WHAT IS BEING ASKED:
Every entry here needs to be repeated exactly.

[Opening DATA FOR THIS TASK section]

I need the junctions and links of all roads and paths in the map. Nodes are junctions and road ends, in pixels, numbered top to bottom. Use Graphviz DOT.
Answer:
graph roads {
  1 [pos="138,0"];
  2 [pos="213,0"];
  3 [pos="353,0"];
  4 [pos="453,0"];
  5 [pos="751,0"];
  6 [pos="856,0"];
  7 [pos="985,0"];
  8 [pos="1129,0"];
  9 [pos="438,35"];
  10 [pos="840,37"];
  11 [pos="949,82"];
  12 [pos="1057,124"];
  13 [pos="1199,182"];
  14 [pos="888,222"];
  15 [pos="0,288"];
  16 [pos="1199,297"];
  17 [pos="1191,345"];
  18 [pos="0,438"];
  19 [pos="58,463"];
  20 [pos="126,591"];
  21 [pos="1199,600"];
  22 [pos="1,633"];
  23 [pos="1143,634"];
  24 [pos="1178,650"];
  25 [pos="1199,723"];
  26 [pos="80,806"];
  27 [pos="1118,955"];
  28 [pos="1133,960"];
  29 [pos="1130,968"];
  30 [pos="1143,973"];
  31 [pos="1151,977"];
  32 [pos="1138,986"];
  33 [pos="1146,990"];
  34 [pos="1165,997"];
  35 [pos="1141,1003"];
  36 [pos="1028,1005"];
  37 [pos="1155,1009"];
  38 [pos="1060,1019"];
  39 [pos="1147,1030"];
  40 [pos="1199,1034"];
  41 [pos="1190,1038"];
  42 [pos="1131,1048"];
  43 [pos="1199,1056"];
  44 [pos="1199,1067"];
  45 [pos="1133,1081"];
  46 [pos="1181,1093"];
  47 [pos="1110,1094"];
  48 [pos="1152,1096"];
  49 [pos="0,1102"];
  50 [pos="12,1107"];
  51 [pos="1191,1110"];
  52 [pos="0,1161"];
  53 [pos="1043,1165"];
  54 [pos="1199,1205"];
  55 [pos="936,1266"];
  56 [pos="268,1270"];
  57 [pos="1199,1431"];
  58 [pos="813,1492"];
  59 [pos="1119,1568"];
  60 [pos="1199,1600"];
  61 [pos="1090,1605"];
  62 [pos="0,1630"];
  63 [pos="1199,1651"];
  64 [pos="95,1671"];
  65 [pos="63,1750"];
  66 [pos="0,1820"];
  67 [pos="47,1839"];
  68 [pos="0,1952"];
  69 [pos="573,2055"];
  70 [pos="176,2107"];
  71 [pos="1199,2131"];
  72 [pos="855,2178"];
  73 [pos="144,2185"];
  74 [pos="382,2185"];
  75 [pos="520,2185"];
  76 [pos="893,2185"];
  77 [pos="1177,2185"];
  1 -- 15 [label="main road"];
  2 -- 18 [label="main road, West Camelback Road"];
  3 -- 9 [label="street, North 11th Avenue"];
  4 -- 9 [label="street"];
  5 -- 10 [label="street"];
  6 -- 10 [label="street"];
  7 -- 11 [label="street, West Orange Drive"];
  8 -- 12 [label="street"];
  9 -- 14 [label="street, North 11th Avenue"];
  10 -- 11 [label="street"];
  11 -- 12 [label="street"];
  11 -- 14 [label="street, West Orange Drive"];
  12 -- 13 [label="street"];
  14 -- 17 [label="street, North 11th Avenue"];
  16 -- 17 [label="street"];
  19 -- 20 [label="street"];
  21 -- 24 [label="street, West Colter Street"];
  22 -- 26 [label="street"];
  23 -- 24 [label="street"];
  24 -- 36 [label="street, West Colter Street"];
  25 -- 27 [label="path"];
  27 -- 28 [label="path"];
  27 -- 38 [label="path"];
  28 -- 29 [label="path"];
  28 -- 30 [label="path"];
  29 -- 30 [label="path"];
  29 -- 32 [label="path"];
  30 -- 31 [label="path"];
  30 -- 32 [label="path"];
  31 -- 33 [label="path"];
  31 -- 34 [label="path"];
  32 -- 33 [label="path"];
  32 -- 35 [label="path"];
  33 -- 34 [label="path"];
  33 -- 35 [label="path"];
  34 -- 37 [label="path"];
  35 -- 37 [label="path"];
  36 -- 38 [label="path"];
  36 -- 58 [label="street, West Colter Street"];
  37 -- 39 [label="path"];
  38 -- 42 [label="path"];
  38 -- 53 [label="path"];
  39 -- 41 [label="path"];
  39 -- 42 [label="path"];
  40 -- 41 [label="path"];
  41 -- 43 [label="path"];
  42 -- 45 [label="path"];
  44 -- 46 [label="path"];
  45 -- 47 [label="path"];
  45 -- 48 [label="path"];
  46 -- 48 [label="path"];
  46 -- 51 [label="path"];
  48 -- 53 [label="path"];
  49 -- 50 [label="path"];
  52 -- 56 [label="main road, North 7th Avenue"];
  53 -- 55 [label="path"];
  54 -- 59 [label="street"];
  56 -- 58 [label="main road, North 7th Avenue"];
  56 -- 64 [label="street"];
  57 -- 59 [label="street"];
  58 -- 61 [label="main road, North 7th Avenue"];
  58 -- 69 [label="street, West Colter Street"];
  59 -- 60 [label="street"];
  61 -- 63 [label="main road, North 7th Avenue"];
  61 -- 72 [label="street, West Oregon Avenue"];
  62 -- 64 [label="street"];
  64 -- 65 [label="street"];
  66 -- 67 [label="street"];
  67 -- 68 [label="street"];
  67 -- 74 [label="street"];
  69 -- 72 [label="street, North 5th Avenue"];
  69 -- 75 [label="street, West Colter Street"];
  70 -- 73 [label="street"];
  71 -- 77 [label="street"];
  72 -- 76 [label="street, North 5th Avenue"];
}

[Closing DATA FOR THIS TASK section]

WRITTEN REPLY:
I need the junctions and links of all roads and paths in the map. Nodes are junctions and road ends, in pixels, numbered top to bottom. Use Graphviz DOT.
Answer:
graph roads {
  1 [pos="138,0"];
  2 [pos="213,0"];
  3 [pos="353,0"];
  4 [pos="453,0"];
  5 [pos="751,0"];
  6 [pos="856,0"];
  7 [pos="985,0"];
  8 [pos="1129,0"];
  9 [pos="438,35"];
  10 [pos="840,37"];
  11 [pos="949,82"];
  12 [pos="1057,124"];
  13 [pos="1199,182"];
  14 [pos="888,222"];
  15 [pos="0,288"];
  16 [pos="1199,297"];
  17 [pos="1191,345"];
  18 [pos="0,438"];
  19 [pos="58,463"];
  20 [pos="126,591"];
  21 [pos="1199,600"];
  22 [pos="1,633"];
  23 [pos="1143,634"];
  24 [pos="1178,650"];
  25 [pos="1199,723"];
  26 [pos="80,806"];
  27 [pos="1118,955"];
  28 [pos="1133,960"];
  29 [pos="1130,968"];
  30 [pos="1143,973"];
  31 [pos="1151,977"];
  32 [pos="1138,986"];
  33 [pos="1146,990"];
  34 [pos="1165,997"];
  35 [pos="1141,1003"];
  36 [pos="1028,1005"];
  37 [pos="1155,1009"];
  38 [pos="1060,1019"];
  39 [pos="1147,1030"];
  40 [pos="1199,1034"];
  41 [pos="1190,1038"];
  42 [pos="1131,1048"];
  43 [pos="1199,1056"];
  44 [pos="1199,1067"];
  45 [pos="1133,1081"];
  46 [pos="1181,1093"];
  47 [pos="1110,1094"];
  48 [pos="1152,1096"];
  49 [pos="0,1102"];
  50 [pos="12,1107"];
  51 [pos="1191,1110"];
  52 [pos="0,1161"];
  53 [pos="1043,1165"];
  54 [pos="1199,1205"];
  55 [pos="936,1266"];
  56 [pos="268,1270"];
  57 [pos="1199,1431"];
  58 [pos="813,1492"];
  59 [pos="1119,1568"];
  60 [pos="1199,1600"];
  61 [pos="1090,1605"];
  62 [pos="0,1630"];
  63 [pos="1199,1651"];
  64 [pos="95,1671"];
  65 [pos="63,1750"];
  66 [pos="0,1820"];
  67 [pos="47,1839"];
  68 [pos="0,1952"];
  69 [pos="573,2055"];
  70 [pos="176,2107"];
  71 [pos="1199,2131"];
  72 [pos="855,2178"];
  73 [pos="144,2185"];
  74 [pos="382,2185"];
  75 [pos="520,2185"];
  76 [pos="893,2185"];
  77 [pos="1177,2185"];
  1 -- 15 [label="main road"];
  2 -- 18 [label="main road, West Camelback Road"];
  3 -- 9 [label="street, North 11th Avenue"];
  4 -- 9 [label="street"];
  5 -- 10 [label="street"];
  6 -- 10 [label="street"];
  7 -- 11 [label="street, West Orange Drive"];
  8 -- 12 [label="street"];
  9 -- 14 [label="street, North 11th Avenue"];
  10 -- 11 [label="street"];
  11 -- 12 [label="street"];
  11 -- 14 [label="street, West Orange Drive"];
  12 -- 13 [label="street"];
  14 -- 17 [label="street, North 11th Avenue"];
  16 -- 17 [label="street"];
  19 -- 20 [label="street"];
  21 -- 24 [label="street, West Colter Street"];
  22 -- 26 [label="street"];
  23 -- 24 [label="street"];
  24 -- 36 [label="street, West Colter Street"];
  25 -- 27 [label="path"];
  27 -- 28 [label="path"];
  27 -- 38 [label="path"];
  28 -- 29 [label="path"];
  28 -- 30 [label="path"];
  29 -- 30 [label="path"];
  29 -- 32 [label="path"];
  30 -- 31 [label="path"];
  30 -- 32 [label="path"];
  31 -- 33 [label="path"];
  31 -- 34 [label="path"];
  32 -- 33 [label="path"];
  32 -- 35 [label="path"];
  33 -- 34 [label="path"];
  33 -- 35 [label="path"];
  34 -- 37 [label="path"];
  35 -- 37 [label="path"];
  36 -- 38 [label="path"];
  36 -- 58 [label="street, West Colter Street"];
  37 -- 39 [label="path"];
  38 -- 42 [label="path"];
  38 -- 53 [label="path"];
  39 -- 41 [label="path"];
  39 -- 42 [label="path"];
  40 -- 41 [label="path"];
  41 -- 43 [label="path"];
  42 -- 45 [label="path"];
  44 -- 46 [label="path"];
  45 -- 47 [label="path"];
  45 -- 48 [label="path"];
  46 -- 48 [label="path"];
  46 -- 51 [label="path"];
  48 -- 53 [label="path"];
  49 -- 50 [label="path"];
  52 -- 56 [label="main road, North 7th Avenue"];
  53 -- 55 [label="path"];
  54 -- 59 [label="street"];
  56 -- 58 [label="main road, North 7th Avenue"];
  56 -- 64 [label="street"];
  57 -- 59 [label="street"];
  58 -- 61 [label="main road, North 7th Avenue"];
  58 -- 69 [label="street, West Colter Street"];
  59 -- 60 [label="street"];
  61 -- 63 [label="main road, North 7th Avenue"];
  61 -- 72 [label="street, West Oregon Avenue"];
  62 -- 64 [label="street"];
  64 -- 65 [label="street"];
  66 -- 67 [label="street"];
  67 -- 68 [label="street"];
  67 -- 74 [label="street"];
  69 -- 72 [label="street, North 5th Avenue"];
  69 -- 75 [label="street, West Colter Street"];
  70 -- 73 [label="street"];
  71 -- 77 [label="street"];
  72 -- 76 [label="street, North 5th Avenue"];
}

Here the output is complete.